Tapi Raksasa sungguh kuat. Ia lagi-lagi hampir menangkap Timun Mas. Maka Timun Mas pun mengeluarkan benda ajaib ketiga. Ia menebarkan biji-biji mentimun ajaib. Seketika tumbuhlah kebun mentimun yang sangat luas. Raksasa sangat letih dan kelaparan. Ia pun makan mentimun-mentimun yang segar itu dengan lahap. Karena terlalu banyak makan, Raksasa tertidur.
Timun Mas kembali melarikan diri. Ia berlari sekuat tenaga. Tapi lama kelamaan tenaganya habis. Lebih celaka lagi karena Raksasa terbangun dari tidurnya. Raksasa lagi-lagi hampir menangkapnya. Timun Mas sangat ketakutan. Ia pun melemparkan senjatanya yang terakhir, segenggam terasi udang. Lagi-lagi terjadi keajaiban. Sebuah danau lumpur yang luas terhampar. Raksasa terjerembab ke dalamnya. Tangannya hampir menggapai Timun Mas. Tapi danau lumpur itu menariknya ke dasar. Raksasa panik.
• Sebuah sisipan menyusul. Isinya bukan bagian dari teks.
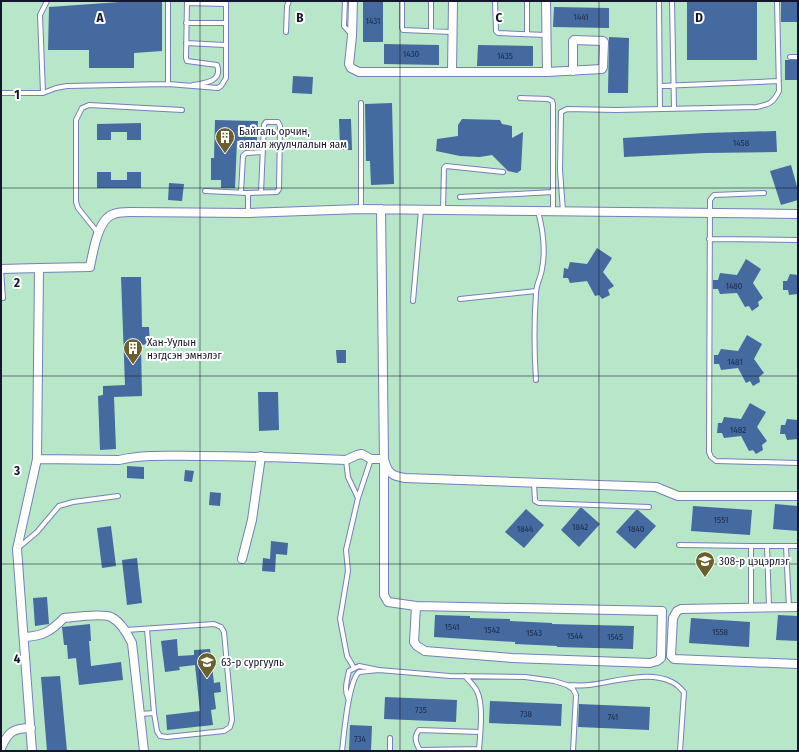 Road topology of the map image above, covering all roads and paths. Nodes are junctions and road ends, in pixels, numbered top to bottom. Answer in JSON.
{"nodes":[{"id":1,"x":47,"y":1,"type":"edge"},
{"id":2,"x":168,"y":1,"type":"edge"},
{"id":3,"x":289,"y":1,"type":"edge"},
{"id":4,"x":345,"y":1,"type":"edge"},
{"id":5,"x":354,"y":1,"type":"edge"},
{"id":6,"x":402,"y":1,"type":"edge"},
{"id":7,"x":431,"y":1,"type":"edge"},
{"id":8,"x":453,"y":1,"type":"edge"},
{"id":9,"x":496,"y":1,"type":"edge"},
{"id":10,"x":526,"y":1,"type":"edge"},
{"id":11,"x":546,"y":1,"type":"edge"},
{"id":12,"x":659,"y":1,"type":"edge"},
{"id":13,"x":672,"y":1,"type":"edge"},
{"id":14,"x":777,"y":1,"type":"edge"},
{"id":15,"x":187,"y":2,"type":"edge"},
{"id":16,"x":226,"y":3,"type":"edge"},
{"id":17,"x":186,"y":23,"type":"junction"},
{"id":18,"x":225,"y":23,"type":"junction"},
{"id":19,"x":286,"y":32,"type":"dead end"},
{"id":20,"x":431,"y":32,"type":"junction"},
{"id":21,"x":452,"y":32,"type":"junction"},
{"id":22,"x":528,"y":34,"type":"junction"},
{"id":23,"x":546,"y":35,"type":"junction"},
{"id":24,"x":352,"y":36,"type":"junction"},
{"id":25,"x":186,"y":43,"type":"junction"},
{"id":26,"x":226,"y":45,"type":"junction"},
{"id":27,"x":790,"y":57,"type":"dead end"},
{"id":28,"x":798,"y":57,"type":"edge"},
{"id":29,"x":573,"y":70,"type":"junction"},
{"id":30,"x":452,"y":72,"type":"junction"},
{"id":31,"x":547,"y":72,"type":"junction"},
{"id":32,"x":779,"y":81,"type":"junction"},
{"id":33,"x":168,"y":84,"type":"junction"},
{"id":34,"x":190,"y":85,"type":"junction"},
{"id":35,"x":673,"y":85,"type":"junction"},
{"id":36,"x":660,"y":86,"type":"junction"},
{"id":37,"x":1,"y":93,"type":"edge"},
{"id":38,"x":43,"y":93,"type":"junction"},
{"id":39,"x":520,"y":98,"type":"dead end"},
{"id":40,"x":361,"y":103,"type":"dead end"},
{"id":41,"x":660,"y":108,"type":"junction"},
{"id":42,"x":674,"y":108,"type":"junction"},
{"id":43,"x":182,"y":110,"type":"dead end"},
{"id":44,"x":263,"y":152,"type":"junction"},
{"id":45,"x":504,"y":172,"type":"dead end"},
{"id":46,"x":205,"y":191,"type":"dead end"},
{"id":47,"x":241,"y":192,"type":"junction"},
{"id":48,"x":261,"y":192,"type":"junction"},
{"id":49,"x":553,"y":192,"type":"junction"},
{"id":50,"x":248,"y":193,"type":"junction"},
{"id":51,"x":764,"y":193,"type":"dead end"},
{"id":52,"x":460,"y":197,"type":"dead end"},
{"id":53,"x":361,"y":209,"type":"junction"},
{"id":54,"x":381,"y":209,"type":"junction"},
{"id":55,"x":421,"y":210,"type":"junction"},
{"id":56,"x":443,"y":210,"type":"junction"},
{"id":57,"x":538,"y":211,"type":"junction"},
{"id":58,"x":552,"y":211,"type":"junction"},
{"id":59,"x":563,"y":211,"type":"junction"},
{"id":60,"x":248,"y":213,"type":"junction"},
{"id":61,"x":709,"y":213,"type":"junction"},
{"id":62,"x":798,"y":214,"type":"edge"},
{"id":63,"x":98,"y":233,"type":"junction"},
{"id":64,"x":709,"y":239,"type":"junction"},
{"id":65,"x":798,"y":240,"type":"edge"},
{"id":66,"x":39,"y":268,"type":"junction"},
{"id":67,"x":1,"y":269,"type":"edge"},
{"id":68,"x":536,"y":291,"type":"junction"},
{"id":69,"x":3,"y":298,"type":"dead end"},
{"id":70,"x":460,"y":299,"type":"dead end"},
{"id":71,"x":413,"y":300,"type":"dead end"},
{"id":72,"x":536,"y":380,"type":"dead end"},
{"id":73,"x":261,"y":456,"type":"junction"},
{"id":74,"x":37,"y":459,"type":"junction"},
{"id":75,"x":371,"y":459,"type":"junction"},
{"id":76,"x":384,"y":459,"type":"junction"},
{"id":77,"x":346,"y":460,"type":"junction"},
{"id":78,"x":798,"y":463,"type":"edge"},
{"id":79,"x":534,"y":482,"type":"junction"},
{"id":80,"x":118,"y":496,"type":"dead end"},
{"id":81,"x":798,"y":496,"type":"edge"},
{"id":82,"x":358,"y":498,"type":"junction"},
{"id":83,"x":649,"y":507,"type":"dead end"},
{"id":84,"x":679,"y":545,"type":"dead end"},
{"id":85,"x":751,"y":546,"type":"junction"},
{"id":86,"x":766,"y":546,"type":"junction"},
{"id":87,"x":786,"y":546,"type":"junction"},
{"id":88,"x":798,"y":546,"type":"edge"},
{"id":89,"x":16,"y":549,"type":"junction"},
{"id":90,"x":242,"y":559,"type":"dead end"},
{"id":91,"x":416,"y":606,"type":"junction"},
{"id":92,"x":789,"y":607,"type":"junction"},
{"id":93,"x":798,"y":607,"type":"edge"},
{"id":94,"x":751,"y":608,"type":"junction"},
{"id":95,"x":769,"y":608,"type":"junction"},
{"id":96,"x":147,"y":629,"type":"junction"},
{"id":97,"x":126,"y":630,"type":"junction"},
{"id":98,"x":24,"y":637,"type":"junction"},
{"id":99,"x":798,"y":664,"type":"edge"},
{"id":100,"x":354,"y":668,"type":"junction"},
{"id":101,"x":379,"y":670,"type":"junction"},
{"id":102,"x":464,"y":676,"type":"junction"},
{"id":103,"x":567,"y":685,"type":"junction"},
{"id":104,"x":348,"y":698,"type":"junction"},
{"id":105,"x":154,"y":713,"type":"junction"},
{"id":106,"x":140,"y":714,"type":"junction"},
{"id":107,"x":31,"y":728,"type":"junction"},
{"id":108,"x":480,"y":732,"type":"junction"},
{"id":109,"x":390,"y":738,"type":"dead end"},
{"id":110,"x":1,"y":748,"type":"edge"},
{"id":111,"x":420,"y":750,"type":"edge"},
{"id":112,"x":479,"y":750,"type":"edge"},
{"id":113,"x":32,"y":751,"type":"edge"},
{"id":114,"x":144,"y":751,"type":"edge"},
{"id":115,"x":342,"y":751,"type":"edge"},
{"id":116,"x":390,"y":751,"type":"edge"},
{"id":117,"x":573,"y":751,"type":"edge"},
{"id":118,"x":680,"y":751,"type":"edge"}],
"edges":[{"from":1,"to":38,"type":"lane"},
{"from":2,"to":33,"type":"lane"},
{"from":3,"to":19,"type":"lane"},
{"from":4,"to":24,"type":"lane"},
{"from":5,"to":24,"type":"street"},
{"from":6,"to":20,"type":"lane"},
{"from":7,"to":20,"type":"lane"},
{"from":8,"to":21,"type":"street"},
{"from":9,"to":22,"type":"lane"},
{"from":10,"to":22,"type":"lane"},
{"from":11,"to":23,"type":"street"},
{"from":12,"to":36,"type":"lane"},
{"from":13,"to":35,"type":"lane"},
{"from":14,"to":32,"type":"lane"},
{"from":15,"to":16,"type":"lane"},
{"from":15,"to":17,"type":"lane"},
{"from":16,"to":18,"type":"lane"},
{"from":17,"to":18,"type":"lane"},
{"from":17,"to":25,"type":"lane"},
{"from":18,"to":26,"type":"lane"},
{"from":20,"to":21,"type":"lane"},
{"from":21,"to":30,"type":"street"},
{"from":22,"to":23,"type":"lane"},
{"from":23,"to":31,"type":"street"},
{"from":24,"to":30,"type":"street"},
{"from":25,"to":26,"type":"lane"},
{"from":25,"to":34,"type":"lane"},
{"from":26,"to":34,"type":"lane"},
{"from":27,"to":28,"type":"lane"},
{"from":29,"to":29,"type":"street"},
{"from":29,"to":31,"type":"street"},
{"from":30,"to":31,"type":"street"},
{"from":32,"to":35,"type":"lane"},
{"from":32,"to":42,"type":"lane"},
{"from":33,"to":34,"type":"lane"},
{"from":33,"to":38,"type":"lane"},
{"from":35,"to":36,"type":"lane"},
{"from":35,"to":42,"type":"lane"},
{"from":36,"to":41,"type":"lane"},
{"from":37,"to":38,"type":"lane"},
{"from":39,"to":49,"type":"lane"},
{"from":40,"to":53,"type":"lane"},
{"from":41,"to":42,"type":"lane"},
{"from":41,"to":59,"type":"lane"},
{"from":43,"to":63,"type":"lane"},
{"from":44,"to":47,"type":"lane"},
{"from":44,"to":48,"type":"lane"},
{"from":44,"to":48,"type":"lane"},
{"from":45,"to":56,"type":"lane"},
{"from":46,"to":47,"type":"lane"},
{"from":47,"to":50,"type":"lane"},
{"from":48,"to":50,"type":"lane"},
{"from":49,"to":52,"type":"lane"},
{"from":49,"to":58,"type":"lane"},
{"from":50,"to":60,"type":"lane"},
{"from":51,"to":61,"type":"lane"},
{"from":53,"to":54,"type":"street"},
{"from":53,"to":60,"type":"street"},
{"from":54,"to":55,"type":"street"},
{"from":54,"to":76,"type":"street"},
{"from":55,"to":56,"type":"street"},
{"from":55,"to":71,"type":"lane"},
{"from":56,"to":57,"type":"street"},
{"from":57,"to":58,"type":"street"},
{"from":57,"to":68,"type":"lane"},
{"from":58,"to":59,"type":"street"},
{"from":59,"to":61,"type":"street"},
{"from":60,"to":63,"type":"street"},
{"from":61,"to":62,"type":"street"},
{"from":61,"to":64,"type":"lane"},
{"from":63,"to":66,"type":"street"},
{"from":64,"to":65,"type":"lane"},
{"from":64,"to":78,"type":"lane"},
{"from":66,"to":67,"type":"street"},
{"from":66,"to":74,"type":"street"},
{"from":67,"to":69,"type":"lane"},
{"from":68,"to":70,"type":"lane"},
{"from":68,"to":72,"type":"lane"},
{"from":73,"to":74,"type":"street"},
{"from":73,"to":77,"type":"street"},
{"from":73,"to":90,"type":"street"},
{"from":74,"to":89,"type":"street"},
{"from":75,"to":76,"type":"street"},
{"from":75,"to":77,"type":"street"},
{"from":75,"to":82,"type":"lane"},
{"from":76,"to":79,"type":"street"},
{"from":76,"to":91,"type":"street"},
{"from":77,"to":82,"type":"lane"},
{"from":79,"to":81,"type":"street"},
{"from":79,"to":83,"type":"lane"},
{"from":80,"to":89,"type":"lane"},
{"from":82,"to":100,"type":"lane"},
{"from":84,"to":85,"type":"lane"},
{"from":85,"to":86,"type":"lane"},
{"from":85,"to":94,"type":"lane"},
{"from":86,"to":87,"type":"lane"},
{"from":86,"to":95,"type":"lane"},
{"from":87,"to":88,"type":"lane"},
{"from":87,"to":92,"type":"lane"},
{"from":89,"to":98,"type":"street"},
{"from":91,"to":91,"type":"street"},
{"from":92,"to":93,"type":"street"},
{"from":92,"to":95,"type":"street"},
{"from":94,"to":95,"type":"street"},
{"from":94,"to":99,"type":"street"},
{"from":96,"to":97,"type":"lane"},
{"from":96,"to":105,"type":"lane"},
{"from":96,"to":105,"type":"lane"},
{"from":97,"to":98,"type":"street"},
{"from":97,"to":106,"type":"street"},
{"from":98,"to":107,"type":"street"},
{"from":100,"to":101,"type":"lane"},
{"from":100,"to":104,"type":"lane"},
{"from":101,"to":102,"type":"lane"},
{"from":101,"to":104,"type":"lane"},
{"from":102,"to":103,"type":"lane"},
{"from":102,"to":108,"type":"lane"},
{"from":103,"to":117,"type":"lane"},
{"from":103,"to":118,"type":"lane"},
{"from":104,"to":115,"type":"lane"},
{"from":105,"to":106,"type":"lane"},
{"from":106,"to":114,"type":"street"},
{"from":107,"to":110,"type":"street"},
{"from":107,"to":113,"type":"street"},
{"from":108,"to":111,"type":"lane"},
{"from":108,"to":112,"type":"lane"},
{"from":109,"to":116,"type":"lane"},
{"from":111,"to":112,"type":"lane"}]}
Ia tak bisa bernapas, lalu tenggelam.
Timun Mas lega. Ia telah selamat. Timun Mas pun kembali ke rumah orang tuanya. Ayah dan Ibu Timun Mas senang sekali melihat Timun Mas selamat. Mereka menyambutnya. “Terima Kasih, Tuhan. Kau telah menyelamatkan anakku,” kata mereka gembira.
Sejak saat itu Timun Mas dapat hidup tenang bersama orang tuanya. Mereka dapat hidup bahagia tanpa ketakutan lagi.